Kedua orang tuanya kini tidak ada lagi. Hanya kenangan saja yang tersisa.

Tangan Myeong Ju memegang pundak kanan Si Jin. Tidak bermaksud untuk menganggu. Dia hanya ingin memberikan kekuatan padanya.

Seperti mimpi. Jika diingat, Yoo Si Jin sudah hampir satu bulan tidak bertemu dengan ayahnya. Dengan alasan kesibukan, mereka jarang memiliki waktu yang cukup untuk sekedar mengobrol atau jalan-jalan. Namun setelah begitu lama, justru jenazah yang bisa di temuinya.

Yoo Si Jin memilih untuk tidak membawa jenazah ayahnya ke Seoul. Dia ingin ayahnya di makamkan di sebelah makam ibunya. Dia menganggap bahwa kematian ayahnya di Daegu adalah suatu pertanda bahwa dia tidak ingin jauh dari ibunya.

Pemakaman dilakukan pada keesokan hari. Karena berada di luar kota, sebagian besar pelayat berasal dari daerah Daegu. Teman-teman lama dan saudara jauh. Dan sebagian dari rekan kerja ayahnya juga Team Alpha.

"Minumlah." Yoon Myeong Ju membawakan minuman.

"Apa aku terlihat begitu menyedihkan?" Yoo Si Jin mengambil napas dengan menengadah melihat langit malam.

"Kau selalu terlihat menyedihkan." Canda Yoon Myeong Ju mencairkan suasana.

"Kau mengejekku?" Riak wajah Yoo Si Jin berubah.

"Karena mengejekmu itu selalu menyenangkan."

Yoo Si Jin tertawa kecil.

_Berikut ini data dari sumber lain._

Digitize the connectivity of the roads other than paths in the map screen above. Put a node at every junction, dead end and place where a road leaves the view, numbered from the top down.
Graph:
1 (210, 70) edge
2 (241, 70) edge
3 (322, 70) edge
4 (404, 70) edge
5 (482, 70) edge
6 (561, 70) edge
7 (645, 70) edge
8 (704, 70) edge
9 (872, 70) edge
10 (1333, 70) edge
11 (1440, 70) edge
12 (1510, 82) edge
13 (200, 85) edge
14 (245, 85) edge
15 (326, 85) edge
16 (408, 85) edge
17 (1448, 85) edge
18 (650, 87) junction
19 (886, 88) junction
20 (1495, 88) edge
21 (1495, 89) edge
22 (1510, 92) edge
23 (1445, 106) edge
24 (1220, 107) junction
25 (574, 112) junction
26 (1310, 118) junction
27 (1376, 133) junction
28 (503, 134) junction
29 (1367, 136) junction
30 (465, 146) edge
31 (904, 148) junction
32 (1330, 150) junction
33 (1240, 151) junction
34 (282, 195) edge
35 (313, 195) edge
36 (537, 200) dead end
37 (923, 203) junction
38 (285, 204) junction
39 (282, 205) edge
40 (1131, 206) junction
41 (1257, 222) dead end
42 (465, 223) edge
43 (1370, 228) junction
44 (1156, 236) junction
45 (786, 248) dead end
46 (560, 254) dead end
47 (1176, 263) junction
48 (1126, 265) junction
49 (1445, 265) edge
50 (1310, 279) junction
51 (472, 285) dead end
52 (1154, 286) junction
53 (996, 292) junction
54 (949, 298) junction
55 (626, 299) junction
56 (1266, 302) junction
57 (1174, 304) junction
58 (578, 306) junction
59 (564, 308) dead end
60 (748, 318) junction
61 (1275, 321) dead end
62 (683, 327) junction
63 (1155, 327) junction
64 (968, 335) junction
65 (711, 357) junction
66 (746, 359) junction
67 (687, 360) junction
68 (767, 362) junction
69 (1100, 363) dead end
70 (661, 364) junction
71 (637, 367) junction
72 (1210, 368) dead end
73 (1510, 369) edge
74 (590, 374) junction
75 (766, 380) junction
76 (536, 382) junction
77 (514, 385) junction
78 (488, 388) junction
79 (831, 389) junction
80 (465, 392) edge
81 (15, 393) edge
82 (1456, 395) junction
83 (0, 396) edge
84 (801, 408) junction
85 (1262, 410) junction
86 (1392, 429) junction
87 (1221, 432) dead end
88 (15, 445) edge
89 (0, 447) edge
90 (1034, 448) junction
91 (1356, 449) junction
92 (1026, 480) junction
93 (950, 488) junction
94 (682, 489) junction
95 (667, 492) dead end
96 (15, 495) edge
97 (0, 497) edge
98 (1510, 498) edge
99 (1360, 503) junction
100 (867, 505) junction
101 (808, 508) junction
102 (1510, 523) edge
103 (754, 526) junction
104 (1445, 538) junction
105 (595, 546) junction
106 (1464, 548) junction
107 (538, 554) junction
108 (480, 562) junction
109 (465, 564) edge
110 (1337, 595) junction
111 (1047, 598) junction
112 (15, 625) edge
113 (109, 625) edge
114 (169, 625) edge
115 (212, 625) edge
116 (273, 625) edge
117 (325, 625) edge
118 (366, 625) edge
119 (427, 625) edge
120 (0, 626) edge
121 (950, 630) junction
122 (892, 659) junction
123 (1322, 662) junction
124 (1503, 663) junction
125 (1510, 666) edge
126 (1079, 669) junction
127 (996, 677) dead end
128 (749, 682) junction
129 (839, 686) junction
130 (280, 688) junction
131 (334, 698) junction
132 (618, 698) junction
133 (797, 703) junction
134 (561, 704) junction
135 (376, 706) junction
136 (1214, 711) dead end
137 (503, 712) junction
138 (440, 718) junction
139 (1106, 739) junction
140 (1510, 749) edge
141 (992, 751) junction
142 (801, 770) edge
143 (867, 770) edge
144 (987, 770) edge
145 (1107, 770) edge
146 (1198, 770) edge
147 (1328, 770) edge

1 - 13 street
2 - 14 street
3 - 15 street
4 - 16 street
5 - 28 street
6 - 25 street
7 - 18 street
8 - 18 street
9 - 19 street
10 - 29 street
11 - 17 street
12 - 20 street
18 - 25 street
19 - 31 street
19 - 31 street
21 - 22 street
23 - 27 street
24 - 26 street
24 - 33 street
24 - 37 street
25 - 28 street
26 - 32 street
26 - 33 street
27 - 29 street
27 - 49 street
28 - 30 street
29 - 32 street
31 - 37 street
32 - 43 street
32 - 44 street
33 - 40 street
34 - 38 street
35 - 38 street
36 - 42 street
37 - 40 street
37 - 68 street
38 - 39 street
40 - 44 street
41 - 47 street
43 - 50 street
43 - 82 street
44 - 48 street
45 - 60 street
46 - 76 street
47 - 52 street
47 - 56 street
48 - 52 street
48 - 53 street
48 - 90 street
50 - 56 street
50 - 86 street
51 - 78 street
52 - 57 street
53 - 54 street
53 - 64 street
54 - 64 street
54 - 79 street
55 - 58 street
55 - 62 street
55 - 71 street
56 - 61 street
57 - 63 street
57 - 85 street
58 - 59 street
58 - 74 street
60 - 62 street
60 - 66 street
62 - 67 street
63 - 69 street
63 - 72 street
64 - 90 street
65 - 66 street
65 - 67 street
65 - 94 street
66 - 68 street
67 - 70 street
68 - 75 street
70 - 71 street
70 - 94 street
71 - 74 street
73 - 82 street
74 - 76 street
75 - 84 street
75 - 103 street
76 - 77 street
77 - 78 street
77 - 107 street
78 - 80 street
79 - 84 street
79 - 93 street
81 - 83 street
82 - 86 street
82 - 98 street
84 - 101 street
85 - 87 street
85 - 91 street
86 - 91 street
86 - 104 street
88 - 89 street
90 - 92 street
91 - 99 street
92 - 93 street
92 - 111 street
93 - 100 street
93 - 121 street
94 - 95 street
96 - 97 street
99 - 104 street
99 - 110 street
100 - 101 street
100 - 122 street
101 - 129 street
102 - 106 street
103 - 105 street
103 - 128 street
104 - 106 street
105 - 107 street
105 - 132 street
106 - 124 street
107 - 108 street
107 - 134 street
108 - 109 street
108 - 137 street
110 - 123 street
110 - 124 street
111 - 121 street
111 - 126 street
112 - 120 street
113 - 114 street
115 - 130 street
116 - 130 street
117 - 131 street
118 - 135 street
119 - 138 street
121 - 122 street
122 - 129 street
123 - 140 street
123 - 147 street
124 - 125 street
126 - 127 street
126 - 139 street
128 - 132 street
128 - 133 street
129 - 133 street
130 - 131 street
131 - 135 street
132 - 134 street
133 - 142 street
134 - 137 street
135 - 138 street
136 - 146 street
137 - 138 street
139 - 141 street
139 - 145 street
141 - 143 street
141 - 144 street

Dia tidak ingin menunjukkan kesedihan pada Myeong Ju. Dia adalah lelaki yang kuat meskipun sebenarnya hatinya begitu hancur.

Tangan Yoo Si Jin dia tarik kebelakang untuk menyangga tubuhnya agar seimbang saat memandangi langit.

"Lihatlah."

Yoon Myeong Ju mengikuti Si Jin memandangi langit.

"Bulannya indah sekali, ya." Yoo Si Jin memperhatikan bulan yang nyaris purnama dengan kerlip bintang yang mengelilingi.

Yoon Myeong Ju tersenyum. "Ada seoranng sastrawan Jepang bernama Soseki Natsume. Alih-alih mengatakan I Love You, dia mengatakan 'Tsuki ga kirei desu ne'. Bulannya indah sekali."

Yoo Si Jin melirik Myeong Ju.

"Bukankah kau harusnya merasa lebih berhati-hati ketika bicara?"

"Benarkah?"

"Kau dulu lahir disini?"

"Emh." Jawab Yoo Si Jin sekenanya. "Kami dulu sering pergi ke bukit saat liburan. Kami memancing. Dan ibu membuat makan malam. Setelah itu saat langit mulai gelap, kami makan ruang terbuka sambil menikmati malam bersama."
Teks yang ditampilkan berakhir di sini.